Morris has established a long and successful career in social satire, most notably through television projects like Brass Eye and The Day Today. It is no surprise to see he developed the latter series with fellow satirist Armando Iannucci, since in terms of tone and presentation Four Lions feels remarkably similar to Iannucci’s 2009 film In the Loop. Throughout his career Morris has been quick to provoke and challenge his audience, and it is no surprise to see him wilfully touching the ‘third rail’ of comedy: Islam and terrorism. This is not a cheap, scattershot work: Morris reportedly spent three years researching Four Lions, consulting with everyone from police representatives and terrorism experts to local imams. The end result is a film that rings truthfully, while still managing to be regularly and enormously funny to watch.

At the film’s centre is Omar, played excellently by Riz Ahmed (now much more famous than he was here, thanks to Rogue One). He is an immediate and troubling contradiction. He will hang out with his friends to form ideas and plans for the perfect suicide bombing, or he will travel all the way to Pakistan to learn how to become a better terrorist, and at the end of each day he will go home to a loving wife (a nicely understated Preeya Kalidas) and a young son. He does not hide his suicidal aspirations from his wife; indeed she actively supports them, all the while joking and living together in the most everyday fashion one could imagine. It is a really challenging aspect of the film, because we instinctively expect a man like Omar to keep his plans a secret. It emphasises how much he is, at heart, an ordinary man. I think Morris is saying something genuinely important here about the identity of rogue terrorists in the West.

The vast bulk of the humour comes instead from the film’s supporting characters. Omar’s terrorist cell are visibly incompetent, and regular hypocritical. They prepare to stage attacks on what they decry as decadent Western values while actively engaging with those values all the time. They listed to Western music. They eat Western food. They visibly inhabit the very same culture that they long to destroy. They are also remarkably stupid whether it’s Barry, a white man whose late conversion to radicalised Islam has made him over-emphasise his terror aspirations to ridiculous extremes, or Faisal, an actual idiot whose terror plans involve strapping small explosives to crows and training them to fly into their targets.

Some of the harshest satire in the film is directed at the London police. They are presented as fundamentally incapable of knowing the difference between Muslims and terrorists, and what is more it seems like they do not even care if there is a difference. They are also wildly incompetent, failing to notice obvious criminal activity in front of their faces and almost incessantly shooting the wrong suspect when their guns get drawn. There is even a wildly funny cameo towards the film’s conclusion that just lifts the incompetence to a fresh level.

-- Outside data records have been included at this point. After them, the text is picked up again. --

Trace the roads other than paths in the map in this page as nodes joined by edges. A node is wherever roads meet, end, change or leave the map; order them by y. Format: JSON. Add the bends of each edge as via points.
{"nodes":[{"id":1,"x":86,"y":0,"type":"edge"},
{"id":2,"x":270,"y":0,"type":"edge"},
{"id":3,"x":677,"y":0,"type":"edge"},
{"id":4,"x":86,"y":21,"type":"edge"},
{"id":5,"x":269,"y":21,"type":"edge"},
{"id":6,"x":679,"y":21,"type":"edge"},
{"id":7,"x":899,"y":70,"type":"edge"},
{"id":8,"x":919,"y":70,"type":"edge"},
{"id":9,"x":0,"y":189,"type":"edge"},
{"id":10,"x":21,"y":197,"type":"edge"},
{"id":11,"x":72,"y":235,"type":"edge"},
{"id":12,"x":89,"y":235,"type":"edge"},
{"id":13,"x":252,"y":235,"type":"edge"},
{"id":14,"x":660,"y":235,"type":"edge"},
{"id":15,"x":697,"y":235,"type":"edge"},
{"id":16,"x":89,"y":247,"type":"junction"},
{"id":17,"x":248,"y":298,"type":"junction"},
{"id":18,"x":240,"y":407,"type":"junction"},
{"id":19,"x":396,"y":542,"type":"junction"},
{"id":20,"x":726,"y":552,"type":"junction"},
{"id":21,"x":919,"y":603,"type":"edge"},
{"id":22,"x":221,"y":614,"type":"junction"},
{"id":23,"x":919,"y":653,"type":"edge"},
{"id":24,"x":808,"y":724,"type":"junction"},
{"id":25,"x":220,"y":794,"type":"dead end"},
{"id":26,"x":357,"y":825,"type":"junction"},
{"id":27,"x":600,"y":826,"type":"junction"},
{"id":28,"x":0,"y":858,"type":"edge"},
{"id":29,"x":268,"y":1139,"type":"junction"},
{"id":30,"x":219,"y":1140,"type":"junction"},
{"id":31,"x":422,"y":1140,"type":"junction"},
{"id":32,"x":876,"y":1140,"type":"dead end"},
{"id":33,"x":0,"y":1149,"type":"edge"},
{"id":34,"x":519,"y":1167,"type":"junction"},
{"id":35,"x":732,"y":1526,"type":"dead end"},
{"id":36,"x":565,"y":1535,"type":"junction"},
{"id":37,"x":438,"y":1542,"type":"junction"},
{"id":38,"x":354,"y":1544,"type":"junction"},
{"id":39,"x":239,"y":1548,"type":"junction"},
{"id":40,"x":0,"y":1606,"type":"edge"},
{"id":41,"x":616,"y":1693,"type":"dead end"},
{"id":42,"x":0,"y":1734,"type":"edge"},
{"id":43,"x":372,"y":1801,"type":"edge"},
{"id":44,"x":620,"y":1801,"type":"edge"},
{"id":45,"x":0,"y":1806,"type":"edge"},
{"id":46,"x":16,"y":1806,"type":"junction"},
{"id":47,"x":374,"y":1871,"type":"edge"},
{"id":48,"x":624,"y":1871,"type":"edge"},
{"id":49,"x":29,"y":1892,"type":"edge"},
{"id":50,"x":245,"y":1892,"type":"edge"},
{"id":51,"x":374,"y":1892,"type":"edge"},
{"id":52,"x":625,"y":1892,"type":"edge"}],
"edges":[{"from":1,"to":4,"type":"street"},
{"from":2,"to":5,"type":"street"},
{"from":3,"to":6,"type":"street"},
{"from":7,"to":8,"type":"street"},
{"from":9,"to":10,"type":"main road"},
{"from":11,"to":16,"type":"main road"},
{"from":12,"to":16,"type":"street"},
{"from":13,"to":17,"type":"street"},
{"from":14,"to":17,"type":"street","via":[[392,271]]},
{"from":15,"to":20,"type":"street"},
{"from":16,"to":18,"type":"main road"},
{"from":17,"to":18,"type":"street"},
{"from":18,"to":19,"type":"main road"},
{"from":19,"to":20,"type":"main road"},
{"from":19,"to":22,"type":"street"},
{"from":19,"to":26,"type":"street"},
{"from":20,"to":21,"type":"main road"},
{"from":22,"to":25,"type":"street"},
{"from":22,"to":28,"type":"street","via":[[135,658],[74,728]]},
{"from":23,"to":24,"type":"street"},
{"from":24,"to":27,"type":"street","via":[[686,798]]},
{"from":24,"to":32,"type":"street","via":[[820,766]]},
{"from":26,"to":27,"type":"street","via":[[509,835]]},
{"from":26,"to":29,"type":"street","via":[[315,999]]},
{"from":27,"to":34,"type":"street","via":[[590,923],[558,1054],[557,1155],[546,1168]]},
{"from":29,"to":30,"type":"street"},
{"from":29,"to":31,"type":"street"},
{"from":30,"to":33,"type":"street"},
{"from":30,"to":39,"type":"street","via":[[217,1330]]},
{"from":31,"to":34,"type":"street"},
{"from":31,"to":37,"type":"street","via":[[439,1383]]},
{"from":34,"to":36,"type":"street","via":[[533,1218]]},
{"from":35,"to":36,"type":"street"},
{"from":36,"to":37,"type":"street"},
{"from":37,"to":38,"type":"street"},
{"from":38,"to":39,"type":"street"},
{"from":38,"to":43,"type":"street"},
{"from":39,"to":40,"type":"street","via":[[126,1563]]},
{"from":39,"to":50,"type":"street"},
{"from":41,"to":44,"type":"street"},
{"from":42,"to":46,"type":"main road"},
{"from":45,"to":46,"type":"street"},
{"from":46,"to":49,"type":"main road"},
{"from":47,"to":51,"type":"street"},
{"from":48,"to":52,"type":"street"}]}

When the film reaches its climax – an attempted suicide bombing of the London city marathon – the jokes suddenly feel a lot less funny. The ‘four lions’ of the title begin to doubt their own intentions. It’s clearly an intentional shift in the film, and an extraordinarily powerful one. In the end Four Lions does not simply condemn and ridicule terrorism; it successfully makes its audience feel sorry for the individual terrorists. It feels like more than a brilliantly funny comedy, and it is that. It also feels like an socially important film as well.